Insurance companies across the country, specifically those that offer long-term-care policies, have been working with state insurance regulators to drastically increase premiums for many individuals who may have older policies.
It comes down to two primary reasons:
1. Insurance companies badly overestimated the predicted number of policy lapses. They expected a higher number of policyholders to allow their policies to lapse before they had the need or chance to file any claims.
2. Insurers are losing money on older policies because these older policies remain at a much lower premium cost.
Patients are filing more long-term care claims than these insurance companies originally anticipated.

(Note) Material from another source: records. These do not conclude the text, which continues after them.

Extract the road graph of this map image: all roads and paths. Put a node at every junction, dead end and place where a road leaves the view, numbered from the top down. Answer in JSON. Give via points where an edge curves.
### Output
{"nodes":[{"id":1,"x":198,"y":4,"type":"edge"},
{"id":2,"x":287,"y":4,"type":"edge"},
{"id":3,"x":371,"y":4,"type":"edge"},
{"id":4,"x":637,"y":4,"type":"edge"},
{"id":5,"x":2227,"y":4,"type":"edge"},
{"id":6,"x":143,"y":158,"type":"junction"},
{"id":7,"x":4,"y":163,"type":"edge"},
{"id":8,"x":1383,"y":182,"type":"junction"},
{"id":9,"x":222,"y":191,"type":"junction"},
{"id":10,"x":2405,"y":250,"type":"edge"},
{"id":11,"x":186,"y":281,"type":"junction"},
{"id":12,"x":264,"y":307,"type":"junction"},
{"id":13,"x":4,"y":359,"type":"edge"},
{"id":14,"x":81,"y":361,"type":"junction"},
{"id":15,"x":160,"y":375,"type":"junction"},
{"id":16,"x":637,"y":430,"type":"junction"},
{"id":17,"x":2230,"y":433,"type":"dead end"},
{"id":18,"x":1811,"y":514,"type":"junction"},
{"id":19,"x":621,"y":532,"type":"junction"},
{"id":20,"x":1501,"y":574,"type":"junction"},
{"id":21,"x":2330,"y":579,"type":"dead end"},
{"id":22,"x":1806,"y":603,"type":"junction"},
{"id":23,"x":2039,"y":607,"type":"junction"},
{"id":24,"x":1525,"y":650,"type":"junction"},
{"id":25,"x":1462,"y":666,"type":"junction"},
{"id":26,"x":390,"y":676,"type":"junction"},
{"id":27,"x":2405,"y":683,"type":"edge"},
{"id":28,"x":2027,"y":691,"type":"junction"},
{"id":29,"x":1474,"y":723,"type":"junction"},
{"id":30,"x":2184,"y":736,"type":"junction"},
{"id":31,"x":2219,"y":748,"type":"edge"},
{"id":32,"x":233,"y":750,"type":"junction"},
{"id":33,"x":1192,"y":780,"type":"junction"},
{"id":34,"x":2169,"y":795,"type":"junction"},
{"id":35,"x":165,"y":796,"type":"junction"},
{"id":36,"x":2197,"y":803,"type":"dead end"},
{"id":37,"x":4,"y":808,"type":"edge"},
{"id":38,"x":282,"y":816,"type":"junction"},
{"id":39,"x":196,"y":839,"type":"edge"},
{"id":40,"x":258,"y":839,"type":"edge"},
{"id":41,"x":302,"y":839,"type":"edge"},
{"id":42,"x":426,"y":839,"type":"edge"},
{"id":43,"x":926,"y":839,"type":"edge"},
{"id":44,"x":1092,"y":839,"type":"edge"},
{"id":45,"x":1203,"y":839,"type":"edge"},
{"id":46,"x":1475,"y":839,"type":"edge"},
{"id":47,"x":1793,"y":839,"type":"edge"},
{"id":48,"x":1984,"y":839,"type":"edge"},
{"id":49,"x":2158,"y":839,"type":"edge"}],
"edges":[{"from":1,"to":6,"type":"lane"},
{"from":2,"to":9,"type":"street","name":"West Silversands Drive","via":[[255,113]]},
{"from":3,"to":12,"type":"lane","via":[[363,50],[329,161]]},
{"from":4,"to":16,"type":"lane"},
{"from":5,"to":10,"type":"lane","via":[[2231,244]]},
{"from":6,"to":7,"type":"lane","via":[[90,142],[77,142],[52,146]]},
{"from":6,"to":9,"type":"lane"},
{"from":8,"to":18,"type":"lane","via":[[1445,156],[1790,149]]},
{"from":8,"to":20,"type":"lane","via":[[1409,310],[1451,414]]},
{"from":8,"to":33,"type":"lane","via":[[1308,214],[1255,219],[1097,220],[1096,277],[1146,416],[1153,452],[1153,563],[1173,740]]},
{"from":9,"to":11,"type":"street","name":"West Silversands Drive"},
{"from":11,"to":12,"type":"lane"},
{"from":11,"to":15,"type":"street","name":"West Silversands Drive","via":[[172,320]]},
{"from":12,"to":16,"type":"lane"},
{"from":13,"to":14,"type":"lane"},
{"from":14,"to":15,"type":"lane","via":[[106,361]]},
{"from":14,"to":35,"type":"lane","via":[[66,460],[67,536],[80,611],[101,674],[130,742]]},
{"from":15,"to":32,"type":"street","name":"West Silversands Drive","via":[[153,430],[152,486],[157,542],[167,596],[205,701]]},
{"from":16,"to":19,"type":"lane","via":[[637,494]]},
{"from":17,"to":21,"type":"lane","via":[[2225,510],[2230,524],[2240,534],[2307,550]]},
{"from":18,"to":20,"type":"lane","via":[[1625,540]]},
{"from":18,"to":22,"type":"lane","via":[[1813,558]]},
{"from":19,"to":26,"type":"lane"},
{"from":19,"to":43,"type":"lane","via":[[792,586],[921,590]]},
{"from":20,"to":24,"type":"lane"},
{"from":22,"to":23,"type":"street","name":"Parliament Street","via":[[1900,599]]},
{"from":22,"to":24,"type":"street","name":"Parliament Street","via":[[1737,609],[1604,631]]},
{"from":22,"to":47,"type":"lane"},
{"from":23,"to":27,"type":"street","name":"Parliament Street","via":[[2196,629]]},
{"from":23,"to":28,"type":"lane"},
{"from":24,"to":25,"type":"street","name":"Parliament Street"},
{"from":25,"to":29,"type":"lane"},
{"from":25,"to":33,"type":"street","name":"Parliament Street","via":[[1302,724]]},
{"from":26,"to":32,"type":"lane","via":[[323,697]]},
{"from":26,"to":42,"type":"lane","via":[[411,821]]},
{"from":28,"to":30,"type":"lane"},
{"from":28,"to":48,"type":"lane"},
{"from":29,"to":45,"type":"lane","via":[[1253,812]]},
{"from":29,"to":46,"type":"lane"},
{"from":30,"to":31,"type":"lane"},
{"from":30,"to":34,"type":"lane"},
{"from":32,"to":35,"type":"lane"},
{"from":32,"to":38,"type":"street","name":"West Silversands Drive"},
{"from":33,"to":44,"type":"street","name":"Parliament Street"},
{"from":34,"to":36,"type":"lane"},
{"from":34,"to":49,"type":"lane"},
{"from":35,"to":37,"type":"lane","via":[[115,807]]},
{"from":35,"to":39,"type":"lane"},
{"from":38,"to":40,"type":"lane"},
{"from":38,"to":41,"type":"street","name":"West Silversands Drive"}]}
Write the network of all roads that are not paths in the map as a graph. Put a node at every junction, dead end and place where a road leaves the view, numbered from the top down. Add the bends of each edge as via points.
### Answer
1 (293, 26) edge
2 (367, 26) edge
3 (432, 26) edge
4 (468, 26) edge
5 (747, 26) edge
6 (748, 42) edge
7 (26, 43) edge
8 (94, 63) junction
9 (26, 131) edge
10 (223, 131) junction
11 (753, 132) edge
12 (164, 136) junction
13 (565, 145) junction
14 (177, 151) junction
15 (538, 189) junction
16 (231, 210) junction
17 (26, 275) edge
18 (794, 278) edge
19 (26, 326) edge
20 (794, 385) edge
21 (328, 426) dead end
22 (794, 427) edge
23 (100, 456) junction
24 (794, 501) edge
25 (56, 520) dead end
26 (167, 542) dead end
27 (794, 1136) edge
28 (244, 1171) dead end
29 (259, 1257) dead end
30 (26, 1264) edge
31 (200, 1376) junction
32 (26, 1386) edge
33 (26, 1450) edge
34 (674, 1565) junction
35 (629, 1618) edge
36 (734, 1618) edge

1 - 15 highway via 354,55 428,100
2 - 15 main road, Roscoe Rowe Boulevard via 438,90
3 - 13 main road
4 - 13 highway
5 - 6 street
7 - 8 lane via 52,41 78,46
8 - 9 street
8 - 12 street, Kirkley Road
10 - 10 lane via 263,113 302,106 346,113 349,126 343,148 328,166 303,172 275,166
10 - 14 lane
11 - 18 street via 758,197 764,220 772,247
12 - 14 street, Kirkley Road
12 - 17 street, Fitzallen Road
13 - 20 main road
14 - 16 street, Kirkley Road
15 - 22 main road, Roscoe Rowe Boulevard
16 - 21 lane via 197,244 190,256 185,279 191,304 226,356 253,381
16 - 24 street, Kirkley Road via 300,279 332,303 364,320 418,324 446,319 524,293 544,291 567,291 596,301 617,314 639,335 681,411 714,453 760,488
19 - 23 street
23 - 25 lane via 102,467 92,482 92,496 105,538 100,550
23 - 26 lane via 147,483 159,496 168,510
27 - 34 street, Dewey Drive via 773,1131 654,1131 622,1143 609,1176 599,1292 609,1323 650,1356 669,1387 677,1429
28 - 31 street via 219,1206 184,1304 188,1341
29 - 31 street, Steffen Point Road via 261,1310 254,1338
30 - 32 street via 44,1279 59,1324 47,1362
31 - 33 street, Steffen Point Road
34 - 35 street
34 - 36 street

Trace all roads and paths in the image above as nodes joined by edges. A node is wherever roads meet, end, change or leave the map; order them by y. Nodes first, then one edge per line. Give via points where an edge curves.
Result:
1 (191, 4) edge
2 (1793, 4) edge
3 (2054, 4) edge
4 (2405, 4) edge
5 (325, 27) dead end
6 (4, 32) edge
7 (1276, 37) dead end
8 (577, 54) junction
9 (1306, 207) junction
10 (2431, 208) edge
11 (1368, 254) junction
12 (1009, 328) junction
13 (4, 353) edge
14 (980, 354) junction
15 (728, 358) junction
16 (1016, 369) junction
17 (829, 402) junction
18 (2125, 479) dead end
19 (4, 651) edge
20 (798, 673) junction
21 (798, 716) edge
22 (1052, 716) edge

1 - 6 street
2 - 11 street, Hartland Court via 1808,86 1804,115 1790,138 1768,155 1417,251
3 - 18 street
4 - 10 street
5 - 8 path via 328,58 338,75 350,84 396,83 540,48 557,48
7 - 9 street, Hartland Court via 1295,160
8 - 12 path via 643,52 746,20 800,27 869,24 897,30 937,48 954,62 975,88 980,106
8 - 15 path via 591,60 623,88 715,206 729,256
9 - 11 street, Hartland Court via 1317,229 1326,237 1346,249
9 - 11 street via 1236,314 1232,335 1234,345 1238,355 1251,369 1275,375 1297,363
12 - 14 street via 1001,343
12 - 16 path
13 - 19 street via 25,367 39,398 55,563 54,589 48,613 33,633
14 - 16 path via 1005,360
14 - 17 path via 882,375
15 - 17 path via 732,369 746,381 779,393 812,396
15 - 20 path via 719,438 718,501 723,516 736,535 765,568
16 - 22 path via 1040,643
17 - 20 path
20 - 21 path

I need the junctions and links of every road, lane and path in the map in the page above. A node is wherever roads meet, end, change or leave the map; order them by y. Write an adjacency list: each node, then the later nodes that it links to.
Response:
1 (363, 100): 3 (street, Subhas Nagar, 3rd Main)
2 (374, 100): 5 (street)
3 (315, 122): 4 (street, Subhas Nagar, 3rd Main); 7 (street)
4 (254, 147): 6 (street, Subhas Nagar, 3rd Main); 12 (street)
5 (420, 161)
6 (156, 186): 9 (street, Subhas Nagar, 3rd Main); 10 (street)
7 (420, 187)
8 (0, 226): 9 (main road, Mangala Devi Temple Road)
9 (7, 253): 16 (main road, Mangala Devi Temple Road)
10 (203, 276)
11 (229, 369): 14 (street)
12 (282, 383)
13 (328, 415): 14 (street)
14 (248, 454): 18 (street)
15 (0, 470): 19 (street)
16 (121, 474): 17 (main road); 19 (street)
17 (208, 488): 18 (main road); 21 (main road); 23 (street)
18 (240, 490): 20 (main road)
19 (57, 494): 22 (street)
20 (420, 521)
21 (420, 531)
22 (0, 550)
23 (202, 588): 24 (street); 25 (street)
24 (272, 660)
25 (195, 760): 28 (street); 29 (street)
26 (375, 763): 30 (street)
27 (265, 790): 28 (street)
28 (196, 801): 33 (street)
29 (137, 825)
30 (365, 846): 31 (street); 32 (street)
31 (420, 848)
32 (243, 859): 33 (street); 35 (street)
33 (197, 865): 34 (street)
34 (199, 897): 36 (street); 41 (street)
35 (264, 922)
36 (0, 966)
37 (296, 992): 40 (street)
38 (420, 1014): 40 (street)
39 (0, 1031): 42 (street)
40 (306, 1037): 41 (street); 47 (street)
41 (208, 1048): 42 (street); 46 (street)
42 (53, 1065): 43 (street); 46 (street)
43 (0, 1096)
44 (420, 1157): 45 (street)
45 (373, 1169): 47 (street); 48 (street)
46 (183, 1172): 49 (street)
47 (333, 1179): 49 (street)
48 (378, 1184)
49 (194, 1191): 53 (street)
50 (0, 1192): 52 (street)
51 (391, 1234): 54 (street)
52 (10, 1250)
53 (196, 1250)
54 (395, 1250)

What is Long-Term-Care Insurance?
Long-term care insurance is designed for people who are in need of constant care, including individuals who utilize at-home care or live in assisted living facilities. Patients may utilize this care option because of advanced age, or any number of mental or physical degenerative diseases such as Alzheimer’s.
Frequently Asked Questions
1. Do these policy premium increases only affect older, previously purchased policies? Yes. The premium increases as they have been described are only being applied to older policies. This doesn’t mean that the prices of new long-term care insurance policies are dropping. These premiums are steadily increasing as well, to keep up with the growing need for coverage. On average, long-term care policies have increased about 18% between 2014 and 2015.
2. Should I cancel my policy and find a newer, cheaper one? No. Not only is it unlikely that you will find a cheaper policy with the same benefits and coverage, but depending on your age and health, you may find it more difficult or even impossible to qualify for coverage under a new long-term care policy.
3. What happens if I choose to drop my coverage? This varies from insurer to insurer, so it is important to check with your insurance company before making a final decision. Many companies, though, allow you to retain benefits for the amount of money that you have already paid. If you paid $50,000 worth of premiums over the years that you had your policy, you would still be eligible for $50,000 worth of benefits, even after the policy is canceled.
Devastating Long-Term-Care Policy Increases
For most aging patients, Medicare provides a portion of their long-term care coverage. While Medicaid is available for those patients who possess a limited income, most patients are responsible for paying for the remainder of their long-term care costs. This is where privately purchased long-term care insurance comes in.
Three of New York’s primary providers of long-term care insurance, Genworth, MetLife, and First Unum, all requested the ability to increase the premiums for approximately 105,000 of their clients with policies that were purchased anywhere from 12 to as little as 4 years ago.
While these policy increases were granted, there were a number of caveats that each company had to follow:
• Policyholders had to be informed of the change at least 60 days in advance.
• Insurer has to offer policyholder options to decrease his/her premium payments.
• Insurer cannot raise premium again for another 3 years.
With these seemingly meaningless caveats in place, the insurance companies were free to increase the premiums for individuals who have owned their policies for years.
One of the primary long-term care insurance providers requested the ability to increase premium payments by up to 85%. They were only approved to raise prices up to 60% on policies sold before 2011. New York is only one of 17 states where Genworth has requested such increases, claiming that the company is being hurt by the ‘severity’ of new claims and that the company’s top priority is to increase the rate and reduce benefits for current long-term care policies.
Hasn’t issued new long-term care policies since 2010, but they still manage policies that were purchased before that date. To make up for their ‘losses’ where long-term care policies are concerned, Metlife requested increases of up to 58% and was granted permission to raise premium prices by 48%.
Was granted permission to raise policies up to 48%, after initially requesting an astonishing 86% increase, on all policies sold before 2005.
June marked a second round of premium payment increases, though these were dramatically smaller than those initially requested and authorized by the insurance regulators of the State of New York. Many policies, including some issued by Metlife, were increased by anywhere from 5 to 21%.
Policyholders affected by these increases have received letters in the mail stating that the premiums for their well-established policies are being increased by up to 60%, depending on the insurance company.
One letter, from Metlife to one of their policyholders, stated that the premium for a policy purchased 7 years ago, in 2008, would be increasing by over $1000.
“Please note that Metlife originally requested a larger increase, but a 48% increase is being applied to your policy.”
Long-Term-Care Policyholders do have a variety of options when faced with a policy increase.
• Pay the increased premium and retain their benefits at the current level.
• Choose lower benefits in exchange for a lower premium. This usually includes reduced inflation protection.
• Drop the policy altogether. This option leaves the policyholder in danger of being unable to afford long-term care as they grow older.
Two of these three options, unfortunately, leave the policyholder in a situation where he or she may have to pay out of pocket to cover long-term care costs.
Insurance companies that offer long-term care insurance are struggling to maintain the delicate balance between offering affordable long-term coverage and being able to maintain that coverage for the people who need it. The insurance companies have to evolve, but unfortunately, that evolution is often at the cost of long-term care insurance policies that are essential to the continued positive quality of life for many individuals.